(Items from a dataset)
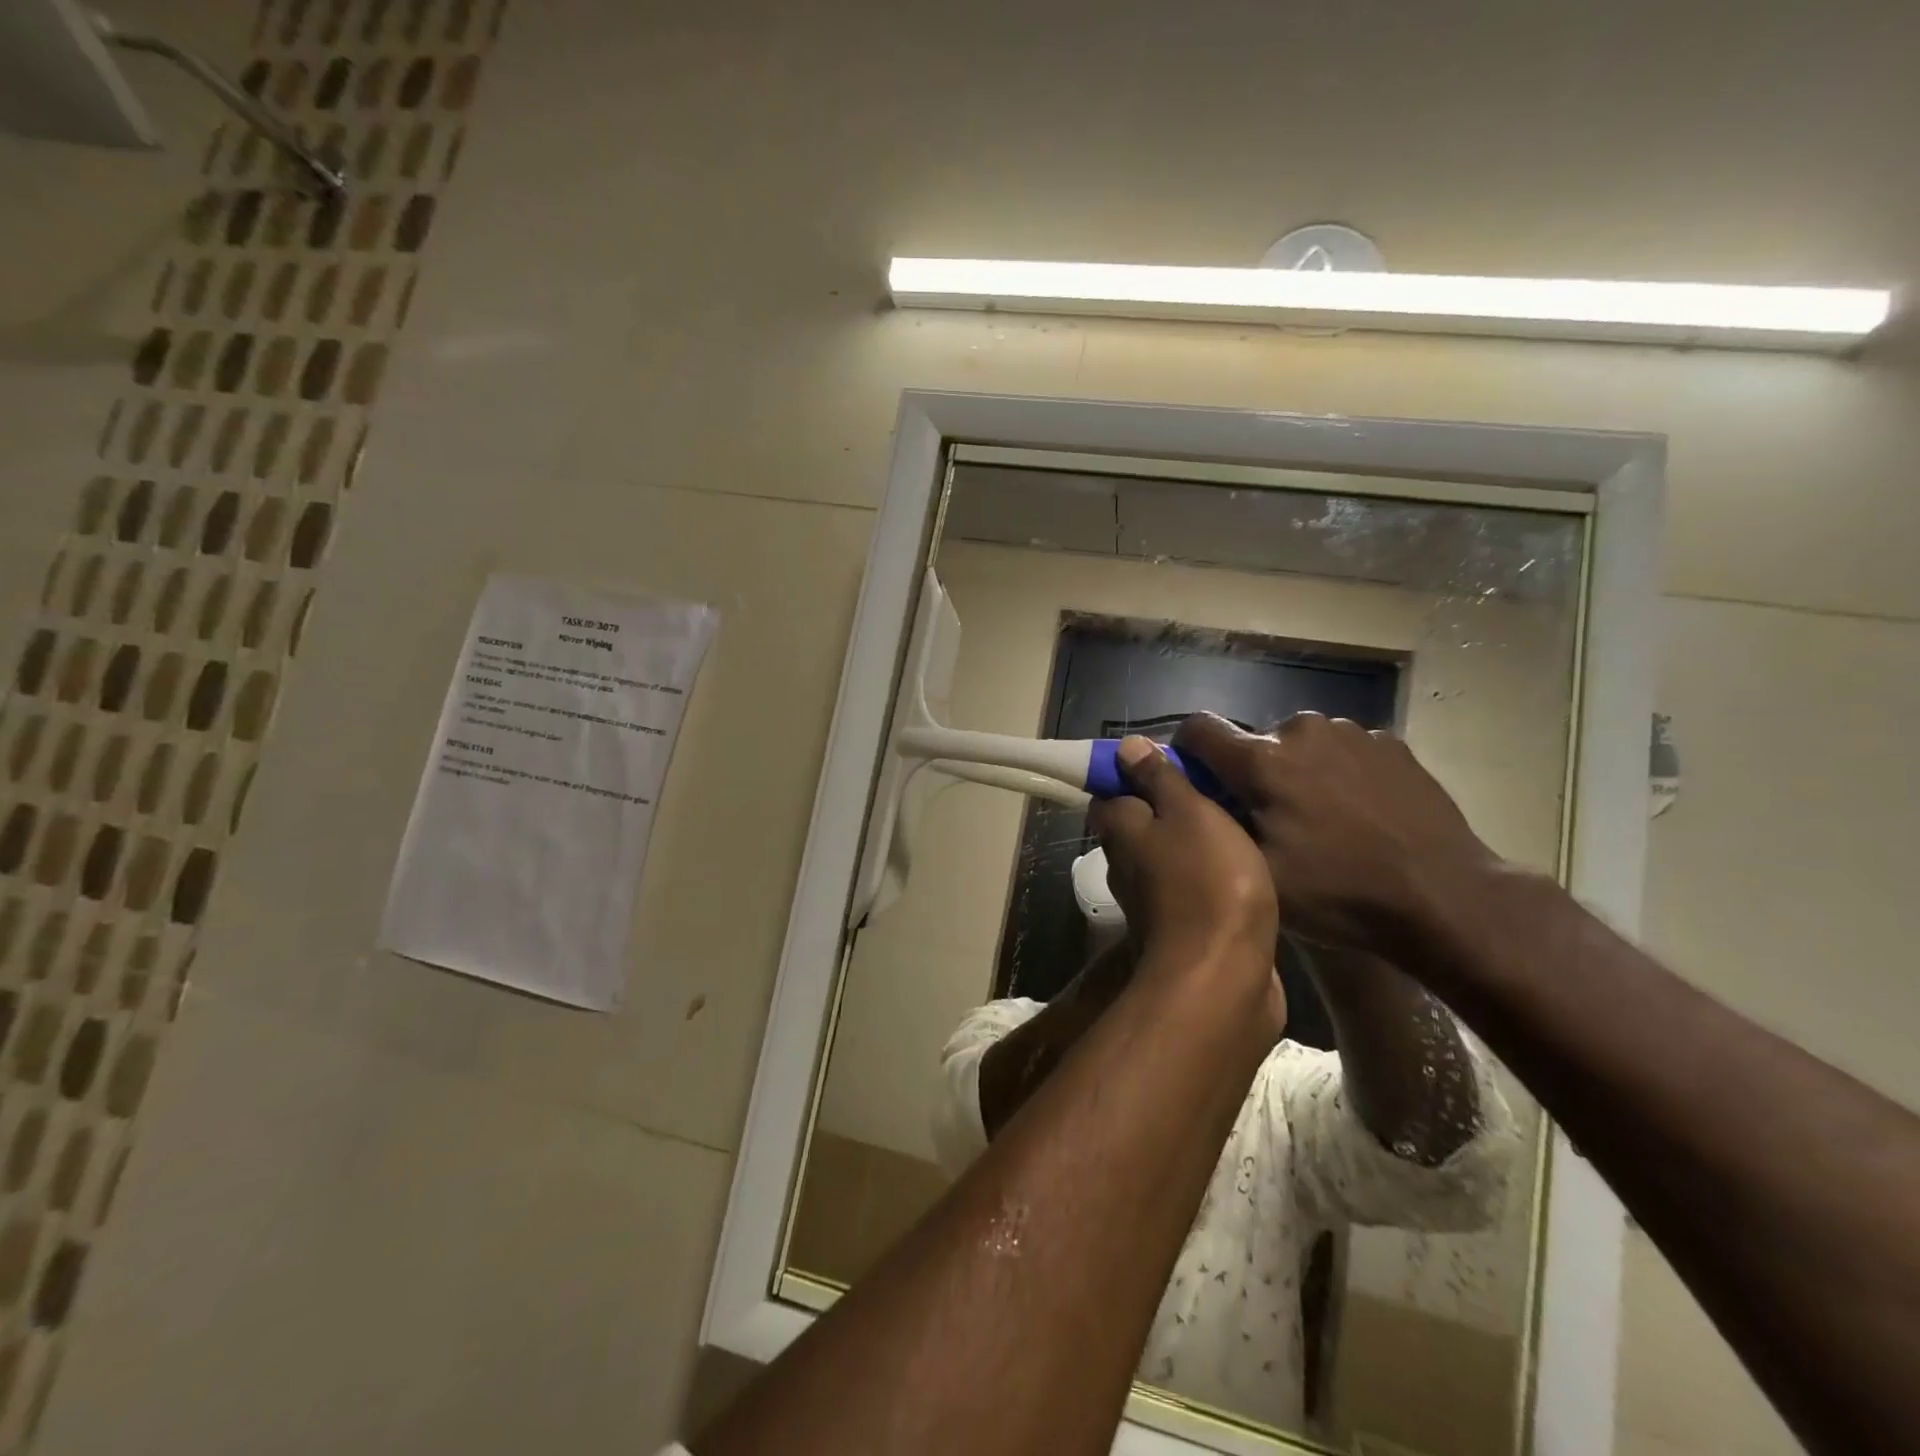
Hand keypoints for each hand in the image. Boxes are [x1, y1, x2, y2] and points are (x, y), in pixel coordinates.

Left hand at [1088, 737, 1277, 977]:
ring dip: (1192, 841)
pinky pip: (1191, 887)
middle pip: (1140, 824)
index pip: (1111, 791)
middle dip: (1170, 806)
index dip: (1136, 773)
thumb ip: (1159, 779)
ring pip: (1167, 856)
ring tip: (1236, 820)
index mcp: (1119, 829)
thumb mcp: (1188, 812)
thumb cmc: (1207, 879)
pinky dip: (1209, 874)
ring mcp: (1151, 899)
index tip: (1175, 765)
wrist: (1224, 974)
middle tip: (1216, 789)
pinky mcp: (1181, 928)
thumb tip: (1124, 748)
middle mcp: (1125, 863)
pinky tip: (1242, 865)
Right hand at [1173, 711, 1500, 953]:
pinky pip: (1341, 749)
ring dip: (1295, 770)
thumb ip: (1215, 823)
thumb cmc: (1340, 892)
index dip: (1186, 749)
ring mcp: (1351, 732)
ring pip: (1299, 744)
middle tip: (1270, 819)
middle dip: (1251, 772)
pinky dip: (1336, 772)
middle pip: (1253, 741)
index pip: (1199, 728)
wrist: (1445, 896)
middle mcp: (1301, 730)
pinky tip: (1358, 812)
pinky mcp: (1389, 743)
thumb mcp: (1258, 872)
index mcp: (1262, 760)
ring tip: (1320, 817)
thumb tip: (1190, 791)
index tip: (1196, 778)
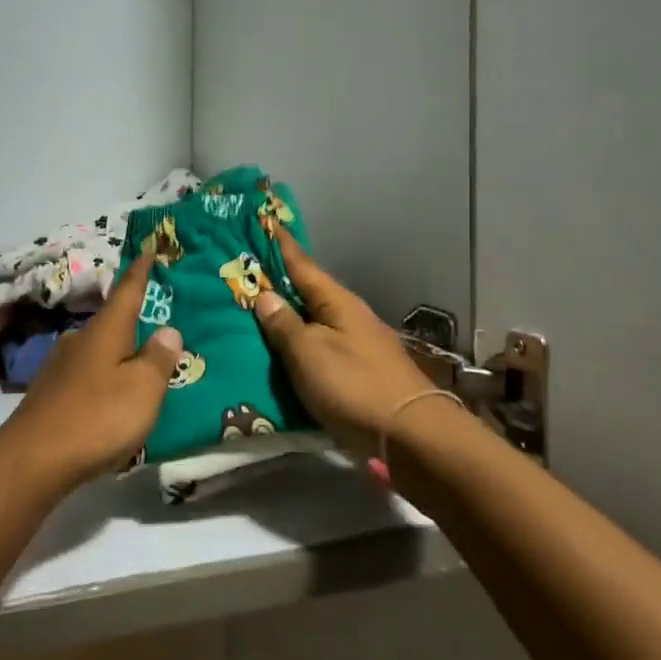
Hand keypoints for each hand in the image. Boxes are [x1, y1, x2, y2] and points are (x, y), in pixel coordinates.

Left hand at [0, 251, 181, 490]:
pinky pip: (86, 375)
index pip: (128, 291)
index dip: (140, 270)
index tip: (147, 248)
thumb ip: (159, 358)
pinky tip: (109, 397)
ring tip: (138, 365)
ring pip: (97, 350)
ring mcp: (60, 366)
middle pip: (111, 322)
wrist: (33, 459)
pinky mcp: (50, 394)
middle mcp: (80, 339)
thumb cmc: (98, 417)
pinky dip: (103, 378)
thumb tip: (168, 329)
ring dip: (117, 353)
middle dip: (132, 320)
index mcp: (106, 330)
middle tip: (155, 321)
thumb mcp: (143, 389)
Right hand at [252, 229, 434, 457]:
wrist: (413, 438)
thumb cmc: (354, 386)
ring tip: (257, 312)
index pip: (302, 264)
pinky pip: (321, 348)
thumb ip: (284, 325)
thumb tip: (264, 295)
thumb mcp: (308, 352)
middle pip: (308, 292)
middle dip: (280, 282)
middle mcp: (349, 316)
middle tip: (247, 271)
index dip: (281, 245)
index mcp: (337, 301)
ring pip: (315, 321)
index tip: (264, 220)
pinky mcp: (362, 374)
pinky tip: (286, 352)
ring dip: (290, 316)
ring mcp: (359, 345)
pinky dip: (301, 344)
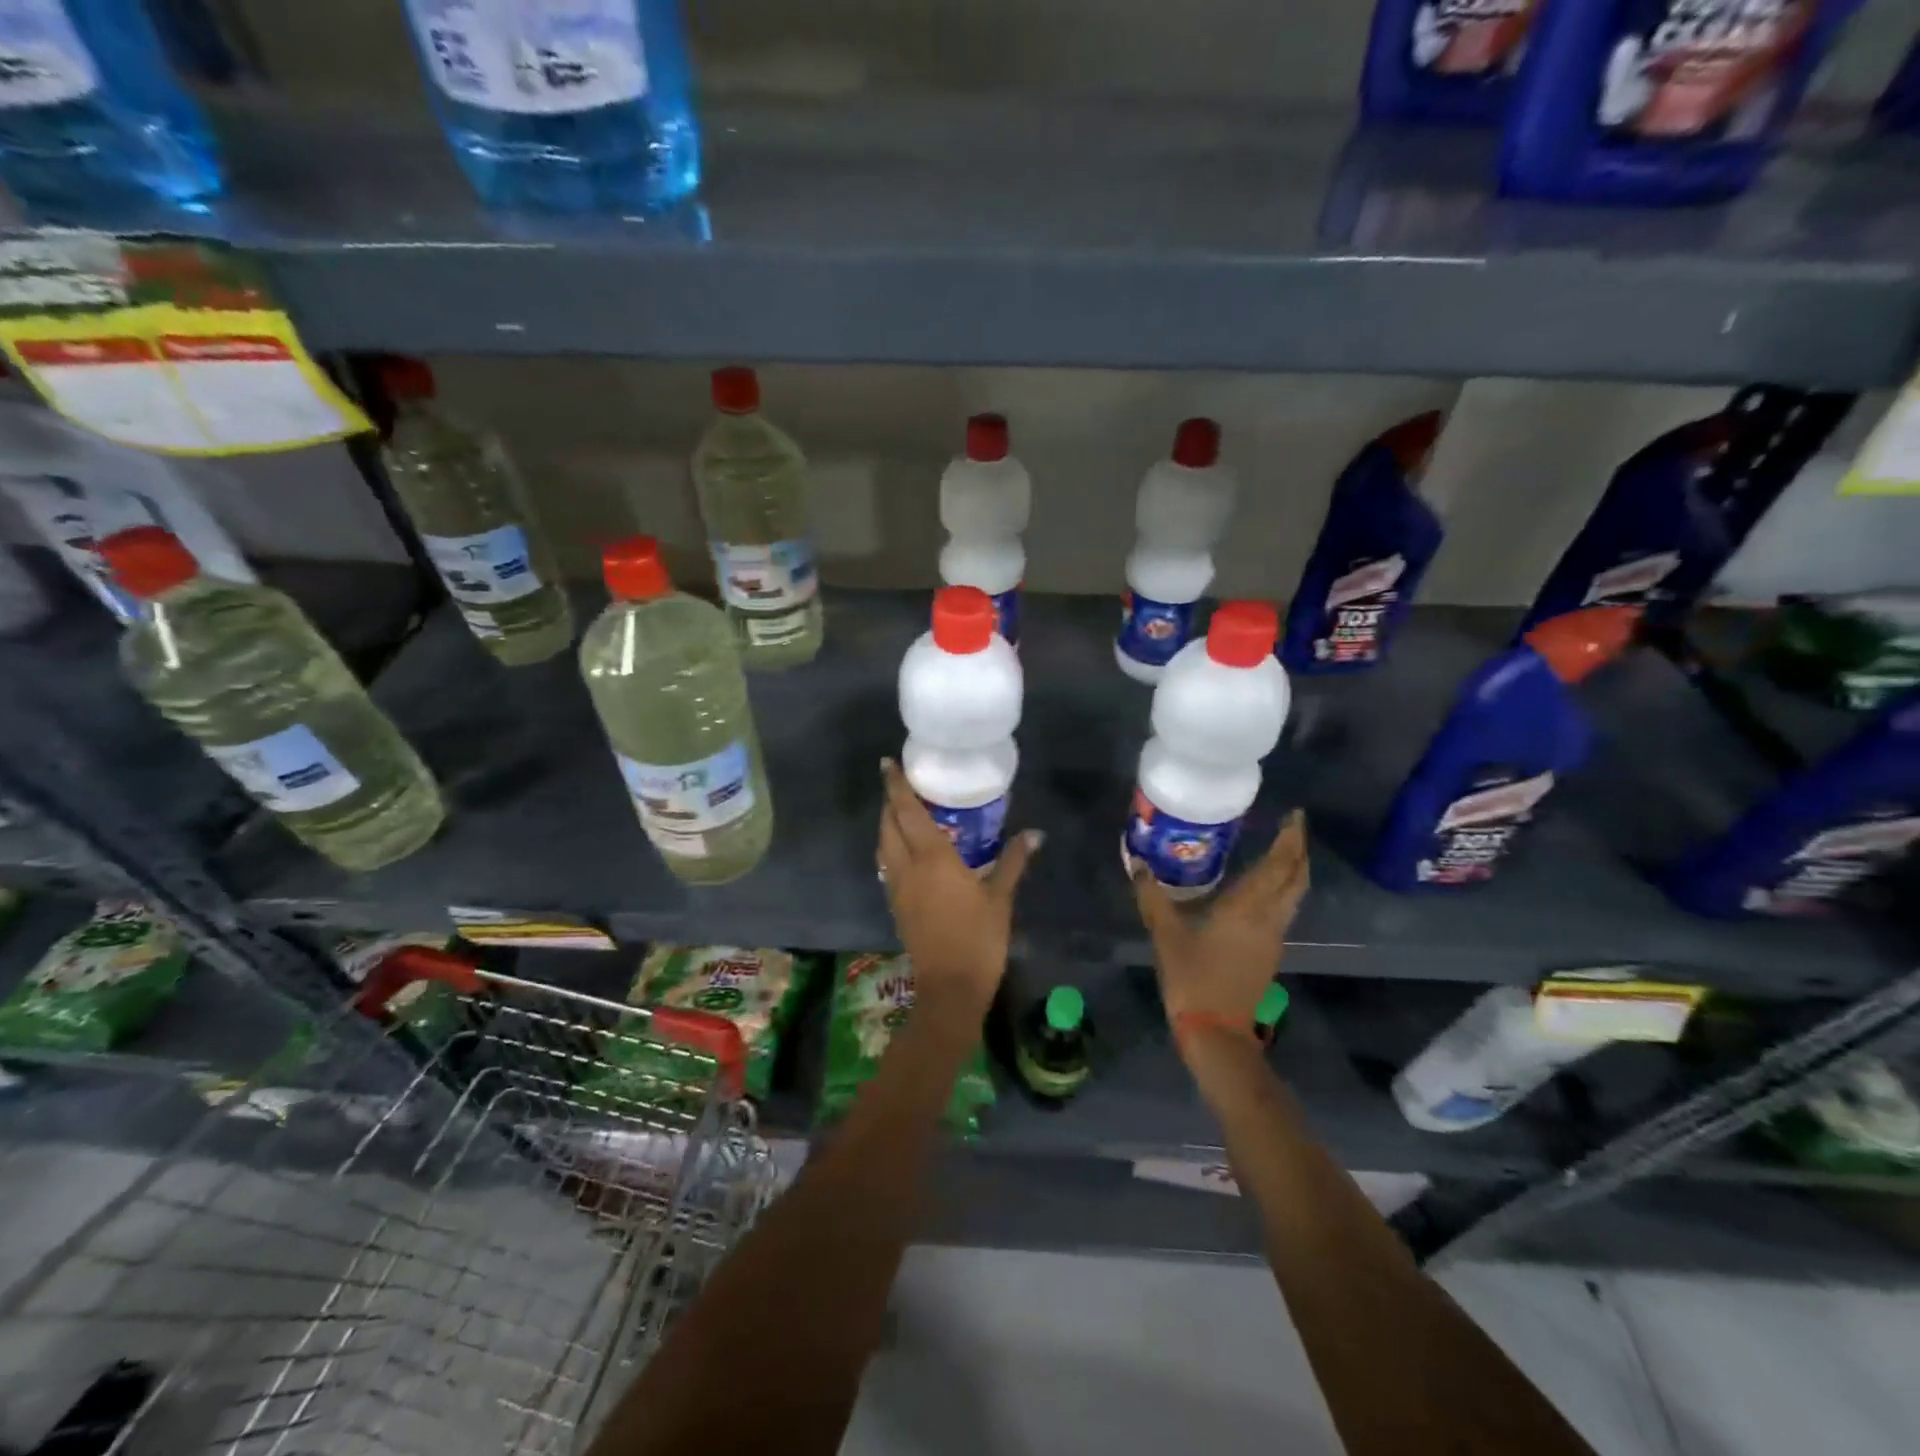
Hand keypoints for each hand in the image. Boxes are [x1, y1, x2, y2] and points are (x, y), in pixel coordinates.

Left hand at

Your instructions
Each line above that contains the word "Left" must be copied.

Solution for this problem
Left hand at [1088, 737, 1277, 977]:
Left hand at [0, 251, 181, 490]:
Left hand at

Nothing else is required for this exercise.